IsoDDE is the Isomorphic Labs Drug Design Engine, unlocking a new frontier in drug discovery by providing accurate predictions of novel biomolecular interactions.
Arsenii Ashukha
I am a Senior Research Scientist at Isomorphic Labs, an Alphabet subsidiary that aims to solve all disease, led by Demis Hassabis and Max Jaderberg. I work on deep learning models for the interaction of drug and protein molecules. Prior to joining Isomorphic, I was a Research Scientist at Samsung and a PhD student at the Bayesian Methods Research Group under the supervision of Dmitry Vetrov.
Research
LaMa uses convolutions in the Fourier space to generalize to a high 2k resolutions, despite being trained on 256x256 images. It achieves a strong performance even in challenging scenarios, e.g. completion of periodic structures.
Variational Dropout Sparsifies Deep Neural Networks
Retrospective
- SparsesVD works in practice and it was used for network sparsification in leading IT companies. However, future studies showed that careful usage of pruning-based methods can produce better results.
- Training of deep models with noise is known to be hard and unstable. That is less the case with SparseVD. All variances are initialized with small values and did not change much during training.
- The sparse solution is just a local optimum, as better values of ELBO can be achieved with a less flexible variational posterior.
We show that variational dropout trains highly sparsified deep neural networks, while a pattern of sparsity is learned jointly with weights during training.
Pitfalls of In-Domain Uncertainty Estimation and Ensembling in Deep Learning
The work shows that i) a simple ensemble of independently trained networks performs significantly better than recent techniques ii) a simple test-time augmentation applied to a conventional network outperforms low-parameters ensembles (e.g. Dropout) and also improves all ensembles for free iii) a comparison of the uncertainty estimation ability of algorithms is often done incorrectly in the literature.

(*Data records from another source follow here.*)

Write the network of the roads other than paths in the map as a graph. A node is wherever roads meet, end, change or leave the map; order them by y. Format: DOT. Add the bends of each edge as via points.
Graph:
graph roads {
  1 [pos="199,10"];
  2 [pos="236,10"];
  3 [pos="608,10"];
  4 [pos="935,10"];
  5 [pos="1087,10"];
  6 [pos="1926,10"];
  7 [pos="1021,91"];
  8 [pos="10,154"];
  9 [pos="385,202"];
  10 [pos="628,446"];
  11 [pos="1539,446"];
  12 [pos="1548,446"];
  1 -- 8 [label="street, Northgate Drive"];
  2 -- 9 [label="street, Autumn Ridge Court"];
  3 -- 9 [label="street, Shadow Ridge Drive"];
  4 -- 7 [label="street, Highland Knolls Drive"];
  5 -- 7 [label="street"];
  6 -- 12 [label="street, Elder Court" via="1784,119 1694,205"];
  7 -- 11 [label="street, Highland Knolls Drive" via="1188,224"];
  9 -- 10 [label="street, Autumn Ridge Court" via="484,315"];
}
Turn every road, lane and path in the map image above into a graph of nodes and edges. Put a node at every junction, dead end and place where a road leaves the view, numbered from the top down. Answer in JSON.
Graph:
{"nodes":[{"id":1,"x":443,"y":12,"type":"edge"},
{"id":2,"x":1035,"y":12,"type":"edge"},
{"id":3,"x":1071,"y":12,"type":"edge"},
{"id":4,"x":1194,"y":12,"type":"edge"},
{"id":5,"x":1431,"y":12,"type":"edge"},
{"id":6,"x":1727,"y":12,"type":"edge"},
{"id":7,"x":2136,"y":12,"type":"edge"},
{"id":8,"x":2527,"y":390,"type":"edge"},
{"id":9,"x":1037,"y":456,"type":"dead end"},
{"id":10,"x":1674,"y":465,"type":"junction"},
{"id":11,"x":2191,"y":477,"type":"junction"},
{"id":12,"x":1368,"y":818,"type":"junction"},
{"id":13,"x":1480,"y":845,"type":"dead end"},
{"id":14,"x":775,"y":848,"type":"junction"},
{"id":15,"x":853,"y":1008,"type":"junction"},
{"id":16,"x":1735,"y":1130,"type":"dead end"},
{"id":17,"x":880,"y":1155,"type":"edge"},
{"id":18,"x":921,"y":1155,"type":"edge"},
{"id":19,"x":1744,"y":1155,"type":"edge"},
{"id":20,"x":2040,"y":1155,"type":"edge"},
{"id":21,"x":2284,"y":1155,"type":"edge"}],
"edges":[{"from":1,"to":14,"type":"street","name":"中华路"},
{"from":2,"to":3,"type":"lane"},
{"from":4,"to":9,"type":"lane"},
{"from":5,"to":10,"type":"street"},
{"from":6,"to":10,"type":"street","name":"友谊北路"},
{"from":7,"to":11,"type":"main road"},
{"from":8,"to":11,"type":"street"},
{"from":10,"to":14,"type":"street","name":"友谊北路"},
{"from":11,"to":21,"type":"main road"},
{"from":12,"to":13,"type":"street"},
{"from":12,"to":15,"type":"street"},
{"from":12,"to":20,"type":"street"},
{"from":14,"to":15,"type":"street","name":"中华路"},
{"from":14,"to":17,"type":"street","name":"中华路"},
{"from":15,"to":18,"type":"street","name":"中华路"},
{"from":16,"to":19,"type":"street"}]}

Greedy Policy Search: A Simple Baseline for Learnable Test-Time Augmentation
We introduce greedy policy search (GPS), a simple but high-performing method for learning a policy of test-time augmentation.
The Deep Weight Prior
The deep weight prior is the generative model for kernels of convolutional neural networks, that acts as a prior distribution while training on new datasets.
Variance Networks: When Expectation Does Not Meet Your Expectations
It is possible to learn a zero-centered Gaussian distribution over the weights of a neural network by learning only variances, and it works surprisingly well.
Semi-Conditional Normalizing Flows for Semi-Supervised Learning
We employ semi-conditional normalizing flow architecture that allows efficiently trains normalizing flows when only few labeled data points are available.
Unsupervised Domain Adaptation with Shared Latent Dynamics for Reinforcement Learning
Domain adaptation via learning shared dynamics in a latent space with adversarial matching of latent states.
Uncertainty Estimation via Stochastic Batch Normalization
Inference-time stochastic batch normalization improves the performance of uncertainty estimation of ensembles.
Structured Bayesian Pruning via Log-Normal Multiplicative Noise
The model allows to sparsify a DNN with an arbitrary pattern of spasticity e.g., neurons or convolutional filters.
Open Source Implementations
Resolution-robust Large Mask Inpainting with Fourier Convolutions. This implementation has gathered over 10,000 stars on GitHub and is widely used in the community for high-quality image editing.
Simple Gradient Boosting
A very simple and short implementation of gradient boosting in just 18 lines of code, designed for educational purposes to illustrate the core mechanics of the algorithm.
Real NVP PyTorch
A minimal and clean implementation of Real NVP normalizing flows in just 40 lines of PyTorch code, focusing on clarity and ease of understanding.
Quantile Regression DQN
A minimal working example of Quantile Regression DQN for Distributional Reinforcement Learning, showcasing how to estimate the full distribution of returns.
Simple Equivariant GNN
A short, 50-line pure PyTorch implementation of E(n) Equivariant Graph Neural Networks for molecule property prediction, matching paper performance without external dependencies.
SimCLR PyTorch
An unofficial reproduction of SimCLR with support for multi-GPU distributed training and performance matching the original paper on ImageNet and CIFAR-10.
PyTorch Ensembles
A collection of state-of-the-art ensemble methods in PyTorch, including Deep Ensembles, Snapshot Ensembles, cSGLD, and FGE, for improved uncertainty estimation.